黑色保时捷驶上跨海大桥,海风把车身舔得锃亮,车载音响里播放着beyond乐队的单曲,潇洒得不太合时宜。
过桥后,车子沿澳门半岛的窄街绕了几弯,最后在中心区一栋玻璃幕墙写字楼前稳稳刹住。
易涟熄火、拔匙,推门下车。
阳光迎面铺开,镜片应声暗下几分。他大步流星穿过旋转门,他一踏进大堂,眼前光线骤然转柔,镜片瞬间褪为透明,与他从前那副如出一辙。
接着他走向电梯,易涟记得很清楚,梁柏辉的心理咨询工作室在这栋楼的二十层。于是他摁下顶层,门扇合拢,不锈钢门面,缓缓映出易涟那张毫无波澜的脸。
楼层到达。
易涟踏进工作室,恰好看见梁柏辉一身三件式西装,靠在前台,正给同事吩咐着什么。
“梁医生。”易涟开口叫住了他。
“是你?你又来找我干什么?”梁柏辉闻声转头,马上眯了眯眼,不免诧异。
“你别紧张,我不是阿sir,我是来当你的病人的,不知道梁医生今天的预约满了没有?”易涟回答。
“病人?真的假的?”梁柏辉甚至有点想笑。
“我听说涟哥有权有势,连赌场的李叔公都敬你三分,钱更是多得几辈子都花不完……像你这样的人,来我这里的可不多。”他双手环抱起来,目光开始上下打量面前的男人。
“你自己也说了,心理问题有明确的病理成因,就像再强壮的人,他也可能突然间发高烧,不是吗?”易涟轻笑道。

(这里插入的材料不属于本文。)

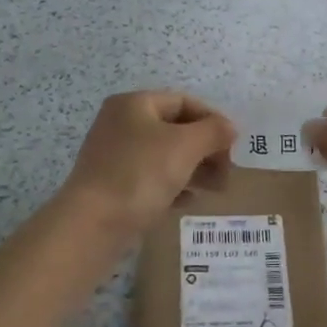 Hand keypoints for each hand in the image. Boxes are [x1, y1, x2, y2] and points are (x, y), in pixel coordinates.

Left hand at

梁柏辉顿了一顿。他与易涟素无过节,职业操守在先,不好把话说得太硬。况且,为易涟这种人做一单,说出去只有赚面子。
他很快扯出一个得体的微笑:“我很荣幸能接您的单子。”随即侧身,朝走廊深处做了个“请”的手势。
易涟迈步跟上,皮鞋落在地毯上,脚步声被吞得干干净净。
“咔哒——”走在前面的梁柏辉顺手按下了走廊开端的按钮。
走廊两侧的几盏壁灯随即亮起,在尽头拐角处汇成一道狭窄的明暗交界。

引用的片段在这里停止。